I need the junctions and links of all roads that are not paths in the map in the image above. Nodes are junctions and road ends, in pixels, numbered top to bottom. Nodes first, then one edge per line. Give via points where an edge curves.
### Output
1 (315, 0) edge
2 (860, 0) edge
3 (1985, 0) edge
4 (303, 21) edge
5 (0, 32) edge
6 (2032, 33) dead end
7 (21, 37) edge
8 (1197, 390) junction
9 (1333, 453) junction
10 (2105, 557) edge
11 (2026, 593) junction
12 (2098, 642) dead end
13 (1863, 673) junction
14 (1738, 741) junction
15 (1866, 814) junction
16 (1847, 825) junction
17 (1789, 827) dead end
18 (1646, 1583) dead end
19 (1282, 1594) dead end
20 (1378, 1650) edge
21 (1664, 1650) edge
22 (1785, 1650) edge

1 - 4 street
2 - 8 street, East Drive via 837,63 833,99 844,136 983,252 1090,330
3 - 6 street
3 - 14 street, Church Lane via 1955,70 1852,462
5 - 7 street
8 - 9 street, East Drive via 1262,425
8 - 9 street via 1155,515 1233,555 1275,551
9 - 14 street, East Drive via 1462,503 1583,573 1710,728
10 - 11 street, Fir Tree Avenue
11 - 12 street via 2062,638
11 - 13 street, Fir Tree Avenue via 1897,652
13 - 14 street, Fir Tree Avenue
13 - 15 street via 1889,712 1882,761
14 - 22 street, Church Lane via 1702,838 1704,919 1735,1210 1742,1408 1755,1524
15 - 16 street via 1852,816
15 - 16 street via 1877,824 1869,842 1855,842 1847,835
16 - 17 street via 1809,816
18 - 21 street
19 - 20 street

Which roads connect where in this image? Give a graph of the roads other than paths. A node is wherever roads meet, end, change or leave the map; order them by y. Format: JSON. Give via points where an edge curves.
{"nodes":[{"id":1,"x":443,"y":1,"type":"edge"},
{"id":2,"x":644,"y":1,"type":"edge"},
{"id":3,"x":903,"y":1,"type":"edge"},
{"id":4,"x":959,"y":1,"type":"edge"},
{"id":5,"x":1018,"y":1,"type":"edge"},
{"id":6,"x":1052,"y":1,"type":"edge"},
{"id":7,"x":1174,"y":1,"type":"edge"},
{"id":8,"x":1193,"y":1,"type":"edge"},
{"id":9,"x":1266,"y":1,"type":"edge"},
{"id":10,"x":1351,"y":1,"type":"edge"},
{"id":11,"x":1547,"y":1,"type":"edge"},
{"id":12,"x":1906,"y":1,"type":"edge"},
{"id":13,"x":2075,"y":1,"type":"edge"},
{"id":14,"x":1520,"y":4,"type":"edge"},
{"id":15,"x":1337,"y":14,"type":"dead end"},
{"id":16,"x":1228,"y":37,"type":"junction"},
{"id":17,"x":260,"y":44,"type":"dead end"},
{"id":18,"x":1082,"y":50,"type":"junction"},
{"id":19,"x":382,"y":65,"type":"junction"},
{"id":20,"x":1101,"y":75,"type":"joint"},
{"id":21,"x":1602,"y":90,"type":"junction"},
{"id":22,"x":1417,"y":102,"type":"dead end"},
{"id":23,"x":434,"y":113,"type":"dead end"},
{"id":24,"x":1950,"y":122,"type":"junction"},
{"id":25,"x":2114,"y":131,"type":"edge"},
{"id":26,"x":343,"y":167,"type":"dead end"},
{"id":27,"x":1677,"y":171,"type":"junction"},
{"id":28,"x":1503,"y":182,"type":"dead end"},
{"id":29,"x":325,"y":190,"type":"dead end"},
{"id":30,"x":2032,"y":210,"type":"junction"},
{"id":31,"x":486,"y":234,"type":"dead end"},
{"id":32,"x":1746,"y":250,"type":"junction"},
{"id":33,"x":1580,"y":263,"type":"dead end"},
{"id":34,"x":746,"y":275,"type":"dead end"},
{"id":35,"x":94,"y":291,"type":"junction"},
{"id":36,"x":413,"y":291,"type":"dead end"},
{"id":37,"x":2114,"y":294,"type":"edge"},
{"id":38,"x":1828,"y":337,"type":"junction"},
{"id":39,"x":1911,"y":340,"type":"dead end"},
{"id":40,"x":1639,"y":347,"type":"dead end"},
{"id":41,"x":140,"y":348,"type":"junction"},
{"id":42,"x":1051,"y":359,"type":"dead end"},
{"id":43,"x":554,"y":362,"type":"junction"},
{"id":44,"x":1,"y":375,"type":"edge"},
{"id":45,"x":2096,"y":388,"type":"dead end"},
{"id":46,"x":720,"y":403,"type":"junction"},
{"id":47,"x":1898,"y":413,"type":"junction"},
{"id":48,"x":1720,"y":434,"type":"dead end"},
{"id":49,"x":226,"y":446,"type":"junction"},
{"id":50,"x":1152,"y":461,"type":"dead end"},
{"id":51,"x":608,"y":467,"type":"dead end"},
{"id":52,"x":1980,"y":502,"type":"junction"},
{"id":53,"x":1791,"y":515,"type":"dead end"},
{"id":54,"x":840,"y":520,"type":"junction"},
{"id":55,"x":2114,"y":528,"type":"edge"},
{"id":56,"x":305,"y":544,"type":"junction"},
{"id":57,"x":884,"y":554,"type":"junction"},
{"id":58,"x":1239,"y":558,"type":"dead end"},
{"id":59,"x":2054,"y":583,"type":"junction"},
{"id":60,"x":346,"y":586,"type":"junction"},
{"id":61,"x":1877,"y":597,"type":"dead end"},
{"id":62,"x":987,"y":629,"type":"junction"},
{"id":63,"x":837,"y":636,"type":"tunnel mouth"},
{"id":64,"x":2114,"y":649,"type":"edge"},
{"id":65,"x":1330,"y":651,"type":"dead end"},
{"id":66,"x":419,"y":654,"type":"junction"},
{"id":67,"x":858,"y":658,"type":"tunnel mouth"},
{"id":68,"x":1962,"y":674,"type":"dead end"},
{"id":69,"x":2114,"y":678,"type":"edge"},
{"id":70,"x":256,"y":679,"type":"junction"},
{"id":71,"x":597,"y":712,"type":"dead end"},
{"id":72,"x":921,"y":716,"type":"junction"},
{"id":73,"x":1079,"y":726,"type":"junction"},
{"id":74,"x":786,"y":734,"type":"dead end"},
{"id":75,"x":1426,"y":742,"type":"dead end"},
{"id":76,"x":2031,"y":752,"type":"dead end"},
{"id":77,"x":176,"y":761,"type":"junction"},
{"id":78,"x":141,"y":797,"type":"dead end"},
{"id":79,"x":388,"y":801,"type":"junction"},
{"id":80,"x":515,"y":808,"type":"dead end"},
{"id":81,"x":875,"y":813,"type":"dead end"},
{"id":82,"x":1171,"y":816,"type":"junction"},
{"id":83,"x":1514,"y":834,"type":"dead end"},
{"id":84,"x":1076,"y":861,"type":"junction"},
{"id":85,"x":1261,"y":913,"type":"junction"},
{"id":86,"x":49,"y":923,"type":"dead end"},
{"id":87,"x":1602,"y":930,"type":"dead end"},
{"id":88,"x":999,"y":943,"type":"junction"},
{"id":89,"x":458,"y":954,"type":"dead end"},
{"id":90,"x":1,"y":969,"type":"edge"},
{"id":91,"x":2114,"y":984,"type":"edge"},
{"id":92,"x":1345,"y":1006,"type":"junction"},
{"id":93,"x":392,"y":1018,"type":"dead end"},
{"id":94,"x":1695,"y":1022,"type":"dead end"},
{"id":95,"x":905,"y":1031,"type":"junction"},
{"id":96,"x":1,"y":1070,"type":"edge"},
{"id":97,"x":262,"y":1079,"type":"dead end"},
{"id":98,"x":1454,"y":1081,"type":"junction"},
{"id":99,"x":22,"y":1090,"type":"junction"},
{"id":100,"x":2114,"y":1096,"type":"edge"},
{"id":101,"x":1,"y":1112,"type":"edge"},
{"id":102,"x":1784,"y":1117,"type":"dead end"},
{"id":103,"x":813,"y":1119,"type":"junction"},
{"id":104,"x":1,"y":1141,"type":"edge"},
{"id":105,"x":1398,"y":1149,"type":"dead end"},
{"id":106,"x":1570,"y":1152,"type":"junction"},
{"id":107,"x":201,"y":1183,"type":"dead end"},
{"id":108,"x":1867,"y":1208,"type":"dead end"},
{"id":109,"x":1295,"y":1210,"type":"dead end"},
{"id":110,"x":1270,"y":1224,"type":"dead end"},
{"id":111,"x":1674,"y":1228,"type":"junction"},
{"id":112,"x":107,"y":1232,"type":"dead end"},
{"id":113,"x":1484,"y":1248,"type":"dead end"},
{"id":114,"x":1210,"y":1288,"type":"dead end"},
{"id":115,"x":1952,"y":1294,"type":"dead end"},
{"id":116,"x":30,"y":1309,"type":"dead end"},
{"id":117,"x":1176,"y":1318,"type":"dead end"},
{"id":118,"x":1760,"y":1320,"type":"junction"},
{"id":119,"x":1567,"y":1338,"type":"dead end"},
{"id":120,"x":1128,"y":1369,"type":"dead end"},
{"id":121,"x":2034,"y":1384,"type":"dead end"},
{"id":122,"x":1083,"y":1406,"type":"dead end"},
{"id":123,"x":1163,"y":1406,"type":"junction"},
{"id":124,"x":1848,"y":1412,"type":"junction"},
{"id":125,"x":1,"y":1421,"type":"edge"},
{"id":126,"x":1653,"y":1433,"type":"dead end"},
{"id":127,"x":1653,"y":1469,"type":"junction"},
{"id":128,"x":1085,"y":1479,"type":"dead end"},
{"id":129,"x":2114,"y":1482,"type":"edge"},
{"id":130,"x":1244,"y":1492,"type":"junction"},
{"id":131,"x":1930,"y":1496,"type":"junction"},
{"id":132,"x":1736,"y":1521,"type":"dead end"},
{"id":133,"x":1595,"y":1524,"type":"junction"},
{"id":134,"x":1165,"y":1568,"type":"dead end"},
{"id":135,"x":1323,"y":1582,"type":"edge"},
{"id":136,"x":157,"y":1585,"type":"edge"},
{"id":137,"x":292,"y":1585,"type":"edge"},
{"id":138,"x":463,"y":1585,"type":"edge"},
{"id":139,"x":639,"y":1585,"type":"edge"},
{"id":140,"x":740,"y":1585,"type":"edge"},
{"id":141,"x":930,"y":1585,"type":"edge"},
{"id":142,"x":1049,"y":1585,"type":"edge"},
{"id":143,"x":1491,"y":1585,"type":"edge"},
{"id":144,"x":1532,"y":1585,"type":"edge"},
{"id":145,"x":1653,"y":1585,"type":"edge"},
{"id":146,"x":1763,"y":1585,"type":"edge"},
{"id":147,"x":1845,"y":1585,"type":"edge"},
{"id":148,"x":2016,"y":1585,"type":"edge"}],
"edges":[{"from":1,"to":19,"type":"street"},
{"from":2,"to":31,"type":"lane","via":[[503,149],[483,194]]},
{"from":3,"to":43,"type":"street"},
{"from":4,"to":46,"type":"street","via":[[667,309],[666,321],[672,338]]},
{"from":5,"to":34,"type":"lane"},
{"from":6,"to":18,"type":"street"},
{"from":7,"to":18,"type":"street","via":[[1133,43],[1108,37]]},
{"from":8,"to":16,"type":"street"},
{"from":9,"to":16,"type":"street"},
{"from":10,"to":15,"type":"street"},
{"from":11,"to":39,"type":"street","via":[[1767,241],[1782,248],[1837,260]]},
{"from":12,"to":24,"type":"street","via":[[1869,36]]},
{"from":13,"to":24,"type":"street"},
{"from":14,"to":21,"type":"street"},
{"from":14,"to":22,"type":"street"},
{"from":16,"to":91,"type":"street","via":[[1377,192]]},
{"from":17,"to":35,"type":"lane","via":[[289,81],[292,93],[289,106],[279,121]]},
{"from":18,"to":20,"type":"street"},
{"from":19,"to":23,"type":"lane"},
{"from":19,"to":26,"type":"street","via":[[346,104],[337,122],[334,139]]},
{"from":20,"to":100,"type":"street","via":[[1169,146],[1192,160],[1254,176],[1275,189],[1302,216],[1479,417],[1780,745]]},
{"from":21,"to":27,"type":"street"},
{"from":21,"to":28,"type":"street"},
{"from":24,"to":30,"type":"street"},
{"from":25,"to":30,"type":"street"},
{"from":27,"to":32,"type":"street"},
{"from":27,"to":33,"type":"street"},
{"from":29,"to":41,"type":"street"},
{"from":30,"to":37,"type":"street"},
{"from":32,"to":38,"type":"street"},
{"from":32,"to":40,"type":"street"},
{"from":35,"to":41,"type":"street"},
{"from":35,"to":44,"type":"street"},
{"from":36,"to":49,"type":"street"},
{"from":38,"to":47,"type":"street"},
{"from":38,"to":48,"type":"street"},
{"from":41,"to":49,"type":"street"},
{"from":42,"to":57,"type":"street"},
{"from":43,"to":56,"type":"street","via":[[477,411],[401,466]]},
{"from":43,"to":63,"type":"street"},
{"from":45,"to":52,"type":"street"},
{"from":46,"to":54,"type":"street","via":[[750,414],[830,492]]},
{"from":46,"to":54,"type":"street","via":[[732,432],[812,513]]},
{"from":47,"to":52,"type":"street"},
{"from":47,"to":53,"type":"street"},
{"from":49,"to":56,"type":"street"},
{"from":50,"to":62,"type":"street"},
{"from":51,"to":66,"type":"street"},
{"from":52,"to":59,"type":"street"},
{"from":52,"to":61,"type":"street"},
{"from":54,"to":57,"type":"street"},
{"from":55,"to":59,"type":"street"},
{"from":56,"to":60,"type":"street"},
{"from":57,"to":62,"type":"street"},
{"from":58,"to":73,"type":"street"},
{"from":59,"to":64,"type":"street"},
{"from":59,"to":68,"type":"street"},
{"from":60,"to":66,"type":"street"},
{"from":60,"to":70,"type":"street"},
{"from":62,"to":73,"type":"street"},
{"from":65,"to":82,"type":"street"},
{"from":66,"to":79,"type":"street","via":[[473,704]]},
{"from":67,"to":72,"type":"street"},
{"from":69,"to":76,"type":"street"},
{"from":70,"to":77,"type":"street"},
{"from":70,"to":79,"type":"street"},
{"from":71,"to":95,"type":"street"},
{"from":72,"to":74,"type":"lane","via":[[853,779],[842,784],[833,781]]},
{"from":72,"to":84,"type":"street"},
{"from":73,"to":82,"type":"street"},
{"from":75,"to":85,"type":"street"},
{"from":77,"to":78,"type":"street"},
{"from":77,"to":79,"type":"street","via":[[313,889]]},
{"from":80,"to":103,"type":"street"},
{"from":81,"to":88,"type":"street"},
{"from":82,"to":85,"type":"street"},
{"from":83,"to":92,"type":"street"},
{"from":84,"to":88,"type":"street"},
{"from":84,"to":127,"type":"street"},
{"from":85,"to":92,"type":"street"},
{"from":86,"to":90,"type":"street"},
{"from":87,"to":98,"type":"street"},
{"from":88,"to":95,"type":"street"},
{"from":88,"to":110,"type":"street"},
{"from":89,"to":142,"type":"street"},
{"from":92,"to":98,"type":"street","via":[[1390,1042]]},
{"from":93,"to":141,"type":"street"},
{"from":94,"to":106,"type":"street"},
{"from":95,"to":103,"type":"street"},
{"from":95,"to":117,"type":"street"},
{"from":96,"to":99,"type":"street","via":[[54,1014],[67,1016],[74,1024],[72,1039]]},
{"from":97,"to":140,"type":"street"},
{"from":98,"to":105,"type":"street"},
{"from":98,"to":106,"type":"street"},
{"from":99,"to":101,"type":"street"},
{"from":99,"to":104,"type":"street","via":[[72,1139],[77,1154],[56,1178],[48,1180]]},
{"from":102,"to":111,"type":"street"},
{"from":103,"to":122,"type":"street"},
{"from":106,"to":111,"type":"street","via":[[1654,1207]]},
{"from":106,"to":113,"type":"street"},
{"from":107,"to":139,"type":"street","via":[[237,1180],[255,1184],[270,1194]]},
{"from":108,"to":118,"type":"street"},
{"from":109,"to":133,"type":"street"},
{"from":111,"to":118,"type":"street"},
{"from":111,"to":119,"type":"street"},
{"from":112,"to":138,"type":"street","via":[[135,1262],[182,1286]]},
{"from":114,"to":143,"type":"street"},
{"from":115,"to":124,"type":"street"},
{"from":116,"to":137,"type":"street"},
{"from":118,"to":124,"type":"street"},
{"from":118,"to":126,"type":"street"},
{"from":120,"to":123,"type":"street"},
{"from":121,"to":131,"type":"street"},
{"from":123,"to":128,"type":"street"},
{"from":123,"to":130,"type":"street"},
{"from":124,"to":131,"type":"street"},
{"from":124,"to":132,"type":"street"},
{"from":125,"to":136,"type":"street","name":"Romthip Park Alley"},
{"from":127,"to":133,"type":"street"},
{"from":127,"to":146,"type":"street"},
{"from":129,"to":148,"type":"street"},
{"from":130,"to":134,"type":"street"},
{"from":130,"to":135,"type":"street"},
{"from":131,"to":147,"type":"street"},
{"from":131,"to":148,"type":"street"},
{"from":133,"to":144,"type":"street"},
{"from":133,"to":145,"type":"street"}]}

───

Review the entries above and return every line where "mouth" appears.

> RESULT OF THE EXERCISE
{"id":63,"x":837,"y":636,"type":"tunnel mouth"},
{"id":67,"x":858,"y":658,"type":"tunnel mouth"},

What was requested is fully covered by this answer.